We are analyzing cancer patient mutation data. We defined set of region on the human genome as binding events, (for the ones who is interested in to the subject, it is a transcription factor binding regions obtained by ChIP-seq) and would like to prove that some of the region have significantly higher number of mutations than others. To prove this, we decided to set a mutation number threshold to say, there is at least X number of mutations are required to say this region is a hotspot.


  1. We assume that mutation probability is constant within these regions.
  2. We have total number of 196 patients in this project.
  3. We have 4500 binding events (interested regions)
  4. Have total 960 mutation found in the proximity of the regions.
  5. 750bp is the median of the all binding events ( for our discussion lets assume they are all 750 bp)
  6. We have total number of 196 patients in this project

Attempt: To solve this problem, I thought implementing "Normal Approximation to binomial distribution" could be useful.

$$\mu = np $$

where $n$ will be the binding region width 750, and $p$ will be the mutation probability per base pair.

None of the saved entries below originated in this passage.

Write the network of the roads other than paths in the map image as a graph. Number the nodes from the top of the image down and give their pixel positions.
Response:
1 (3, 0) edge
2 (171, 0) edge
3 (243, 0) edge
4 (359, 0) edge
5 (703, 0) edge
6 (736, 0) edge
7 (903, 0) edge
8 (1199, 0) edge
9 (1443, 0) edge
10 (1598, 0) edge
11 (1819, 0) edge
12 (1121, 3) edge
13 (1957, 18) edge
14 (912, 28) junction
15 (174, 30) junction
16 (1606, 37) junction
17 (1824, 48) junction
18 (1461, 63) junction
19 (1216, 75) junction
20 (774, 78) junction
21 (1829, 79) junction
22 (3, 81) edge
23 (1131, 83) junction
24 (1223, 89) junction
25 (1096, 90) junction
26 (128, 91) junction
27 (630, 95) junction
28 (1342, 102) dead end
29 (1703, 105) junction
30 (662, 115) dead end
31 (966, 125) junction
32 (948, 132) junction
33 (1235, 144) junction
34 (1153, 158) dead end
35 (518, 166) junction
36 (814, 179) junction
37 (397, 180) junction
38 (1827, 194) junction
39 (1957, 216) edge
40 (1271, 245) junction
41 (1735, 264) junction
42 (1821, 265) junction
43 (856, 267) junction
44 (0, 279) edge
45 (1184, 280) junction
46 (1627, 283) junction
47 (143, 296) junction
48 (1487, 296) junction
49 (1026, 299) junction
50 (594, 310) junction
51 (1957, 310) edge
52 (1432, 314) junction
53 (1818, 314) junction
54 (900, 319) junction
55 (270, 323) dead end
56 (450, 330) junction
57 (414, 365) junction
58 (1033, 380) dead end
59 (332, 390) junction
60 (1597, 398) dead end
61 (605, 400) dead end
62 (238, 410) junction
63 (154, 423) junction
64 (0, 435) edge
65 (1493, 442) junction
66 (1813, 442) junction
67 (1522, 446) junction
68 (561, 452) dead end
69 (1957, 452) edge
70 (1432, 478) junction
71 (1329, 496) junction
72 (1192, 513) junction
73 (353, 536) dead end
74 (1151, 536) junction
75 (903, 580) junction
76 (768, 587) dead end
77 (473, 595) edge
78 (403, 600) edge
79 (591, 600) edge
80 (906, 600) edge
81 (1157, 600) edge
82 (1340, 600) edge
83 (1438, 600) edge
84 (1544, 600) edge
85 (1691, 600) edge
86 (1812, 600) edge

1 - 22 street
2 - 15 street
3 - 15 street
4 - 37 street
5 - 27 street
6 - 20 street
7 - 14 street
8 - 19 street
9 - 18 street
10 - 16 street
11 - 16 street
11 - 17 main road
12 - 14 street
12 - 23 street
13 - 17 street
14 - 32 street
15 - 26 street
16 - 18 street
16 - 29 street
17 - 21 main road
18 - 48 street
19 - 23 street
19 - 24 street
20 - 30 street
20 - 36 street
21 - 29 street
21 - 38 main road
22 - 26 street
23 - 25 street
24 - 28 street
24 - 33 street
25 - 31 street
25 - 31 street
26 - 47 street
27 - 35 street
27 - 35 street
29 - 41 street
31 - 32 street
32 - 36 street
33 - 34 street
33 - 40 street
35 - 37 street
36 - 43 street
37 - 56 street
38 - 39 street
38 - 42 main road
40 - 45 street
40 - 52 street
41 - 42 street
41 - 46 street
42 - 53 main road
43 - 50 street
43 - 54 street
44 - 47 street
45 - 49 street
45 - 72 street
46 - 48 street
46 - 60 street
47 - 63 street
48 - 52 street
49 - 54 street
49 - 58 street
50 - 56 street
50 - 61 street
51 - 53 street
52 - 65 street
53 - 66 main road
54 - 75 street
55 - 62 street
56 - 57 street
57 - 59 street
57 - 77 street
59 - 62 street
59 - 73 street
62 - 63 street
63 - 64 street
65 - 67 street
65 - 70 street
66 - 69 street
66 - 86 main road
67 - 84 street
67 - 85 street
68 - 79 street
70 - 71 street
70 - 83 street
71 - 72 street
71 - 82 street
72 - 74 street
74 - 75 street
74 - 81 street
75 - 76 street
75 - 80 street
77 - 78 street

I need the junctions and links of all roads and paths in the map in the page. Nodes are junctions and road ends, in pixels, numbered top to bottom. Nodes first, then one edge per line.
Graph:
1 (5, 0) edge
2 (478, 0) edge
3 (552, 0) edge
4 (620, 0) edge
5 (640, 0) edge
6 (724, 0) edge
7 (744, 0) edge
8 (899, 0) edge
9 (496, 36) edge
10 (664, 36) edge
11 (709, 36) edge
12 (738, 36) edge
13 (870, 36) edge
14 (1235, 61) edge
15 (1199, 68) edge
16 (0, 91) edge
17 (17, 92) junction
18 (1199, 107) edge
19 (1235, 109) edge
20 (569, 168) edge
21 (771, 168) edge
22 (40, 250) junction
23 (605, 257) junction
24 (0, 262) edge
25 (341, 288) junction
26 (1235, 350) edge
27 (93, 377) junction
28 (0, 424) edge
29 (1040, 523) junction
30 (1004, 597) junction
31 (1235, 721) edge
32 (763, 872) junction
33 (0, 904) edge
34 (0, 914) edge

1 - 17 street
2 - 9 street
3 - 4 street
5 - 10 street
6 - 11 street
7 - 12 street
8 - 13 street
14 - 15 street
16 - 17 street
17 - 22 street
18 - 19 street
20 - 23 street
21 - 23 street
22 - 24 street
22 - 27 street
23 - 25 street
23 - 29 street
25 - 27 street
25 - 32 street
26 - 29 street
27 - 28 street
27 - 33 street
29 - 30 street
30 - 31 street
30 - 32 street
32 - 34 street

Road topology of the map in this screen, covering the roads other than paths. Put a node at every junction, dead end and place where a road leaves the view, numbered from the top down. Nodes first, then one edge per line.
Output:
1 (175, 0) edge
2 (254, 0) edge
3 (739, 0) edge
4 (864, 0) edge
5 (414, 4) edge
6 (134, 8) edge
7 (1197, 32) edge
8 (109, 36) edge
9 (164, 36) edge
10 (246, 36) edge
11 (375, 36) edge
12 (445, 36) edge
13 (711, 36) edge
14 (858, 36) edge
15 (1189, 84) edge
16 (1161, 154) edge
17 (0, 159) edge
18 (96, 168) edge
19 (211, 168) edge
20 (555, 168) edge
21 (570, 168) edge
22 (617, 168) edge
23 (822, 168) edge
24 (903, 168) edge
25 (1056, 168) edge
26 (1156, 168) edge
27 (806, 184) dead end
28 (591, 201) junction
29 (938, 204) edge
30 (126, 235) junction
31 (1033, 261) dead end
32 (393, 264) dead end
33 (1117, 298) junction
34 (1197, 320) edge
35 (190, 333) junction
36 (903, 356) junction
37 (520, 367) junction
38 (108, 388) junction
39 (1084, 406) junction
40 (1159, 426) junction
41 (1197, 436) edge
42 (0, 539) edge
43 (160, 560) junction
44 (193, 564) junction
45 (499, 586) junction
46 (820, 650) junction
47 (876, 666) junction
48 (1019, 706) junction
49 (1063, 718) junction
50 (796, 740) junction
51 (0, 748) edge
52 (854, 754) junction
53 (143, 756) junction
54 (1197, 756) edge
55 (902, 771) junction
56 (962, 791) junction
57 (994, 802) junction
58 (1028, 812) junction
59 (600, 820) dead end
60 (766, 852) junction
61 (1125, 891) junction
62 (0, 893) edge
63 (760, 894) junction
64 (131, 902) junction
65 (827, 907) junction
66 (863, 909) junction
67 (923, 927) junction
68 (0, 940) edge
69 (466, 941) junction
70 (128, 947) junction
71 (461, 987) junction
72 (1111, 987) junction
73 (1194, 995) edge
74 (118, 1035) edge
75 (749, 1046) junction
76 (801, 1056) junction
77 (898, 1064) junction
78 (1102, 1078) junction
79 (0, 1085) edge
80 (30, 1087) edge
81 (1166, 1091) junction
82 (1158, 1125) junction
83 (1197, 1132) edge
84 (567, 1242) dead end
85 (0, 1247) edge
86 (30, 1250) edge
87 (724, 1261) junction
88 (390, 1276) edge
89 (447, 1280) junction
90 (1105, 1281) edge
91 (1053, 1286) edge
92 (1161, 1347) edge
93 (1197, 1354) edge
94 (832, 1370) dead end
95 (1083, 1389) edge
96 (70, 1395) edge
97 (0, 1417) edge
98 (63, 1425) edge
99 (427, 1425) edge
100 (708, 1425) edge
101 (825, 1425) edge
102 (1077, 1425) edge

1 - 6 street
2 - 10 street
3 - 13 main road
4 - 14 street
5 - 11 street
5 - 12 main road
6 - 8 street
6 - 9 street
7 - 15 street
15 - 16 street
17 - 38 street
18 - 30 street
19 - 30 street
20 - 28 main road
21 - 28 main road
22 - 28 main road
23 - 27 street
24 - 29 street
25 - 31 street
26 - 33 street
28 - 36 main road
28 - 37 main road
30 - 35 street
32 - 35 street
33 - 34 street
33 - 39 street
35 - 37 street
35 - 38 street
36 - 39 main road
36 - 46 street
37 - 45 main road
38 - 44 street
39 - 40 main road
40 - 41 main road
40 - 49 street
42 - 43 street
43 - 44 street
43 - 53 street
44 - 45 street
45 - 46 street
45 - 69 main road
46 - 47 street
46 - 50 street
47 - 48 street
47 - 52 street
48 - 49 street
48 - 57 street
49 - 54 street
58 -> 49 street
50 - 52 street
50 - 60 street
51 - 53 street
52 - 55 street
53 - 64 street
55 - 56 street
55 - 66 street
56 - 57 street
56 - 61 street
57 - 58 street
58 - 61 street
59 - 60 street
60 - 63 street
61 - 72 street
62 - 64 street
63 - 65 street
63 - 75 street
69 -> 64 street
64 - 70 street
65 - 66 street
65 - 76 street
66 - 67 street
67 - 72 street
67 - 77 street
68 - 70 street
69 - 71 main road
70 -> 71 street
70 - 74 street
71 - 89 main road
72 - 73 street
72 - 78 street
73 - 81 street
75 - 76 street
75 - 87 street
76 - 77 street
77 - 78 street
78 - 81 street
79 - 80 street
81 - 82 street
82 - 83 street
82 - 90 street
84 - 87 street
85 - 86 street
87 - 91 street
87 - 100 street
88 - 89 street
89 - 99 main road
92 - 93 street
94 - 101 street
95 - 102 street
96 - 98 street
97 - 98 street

$$\begin{array}{rcl} \sigma & = & \sqrt{np(1-p)} \\ Z & = & \displaystyle\frac{X-np}{\sqrt{np(1-p)}} = \frac{X-np}{\sigma} \end{array}$$


1. I will test each binding region mutation number, X, with Uo. As a final procedure, I will do multiple hypothesis testing with respect to number of total binding regions. Is this correct?

Referring to this question, the OP asked a very similar question. But the OP is mainly focused on patient wise which I don't think it is not relevant in my case. Therefore:

2. Could implementing a Poisson distribution be more accurate?

I am very confused so any guidance will be very helpful.

  • 1
    $\begingroup$ I don't have the answers to your questions but I do have a suggestion regarding your assumptions and investigation into normality wrt binomials. A.W.F. Edwards 1992 book Likelihood has an extensive discussion of these very topics in the context of evaluating genomic data and models. It's worth checking out, not to mention that it's a well written and elegantly done book. $\endgroup$ Mar 24, 2017 at 12:53
  • $\begingroup$ Thank you for your comment. I will definitely take a look at that book. Also one question quick was my title clear? $\endgroup$
    – MorTunco
    Mar 24, 2017 at 13:58
  • $\begingroup$ Not being an expert in your topic area, I'm not the person to evaluate it. $\endgroup$ Mar 24, 2017 at 14:31
  • $\begingroup$ There seems (naively to me, since I'm not an expert) like at least two issues, which you could answer better than I could: (1) Does a normal distribution accurately model the data? (2) Are the assumptions for normality approximately satisfied in your situation? en.wikipedia.org/wiki/Normal_distribution#Approximate_normality It doesn't really matter so much what the underlying distribution is, as much whether the assumptions of the Central Limit Theorem are (approximately) satisfied. $\endgroup$ Mar 24, 2017 at 17:35
  • $\begingroup$ Thank you for spending time on question and commenting @Will . I don't think my data can be accurately explained by the normal distribution because the histogram of it shows that number of mutations are aggregated on (0,1,2,3,4,5) mutations and there is certainly no bell curve. (If this is how i am supposed to check it). docdro.id/esCUngV $\endgroup$
    – MorTunco
    Mar 25, 2017 at 8:27

1 Answer 1


Whether normal or Poisson approximation for a binomial distribution is good, depends on the range of deviations. Nowadays one usually does not have to explicitly use an approximation to test a hypothesis for a binomial distribution, since exact binomial tests are available in many statistical programs, e.g., in R there is the binom.test() function. There are also packages for tests for Poisson binomial distribution (the sum of non-identically distributed Bernoulli r.v.'s).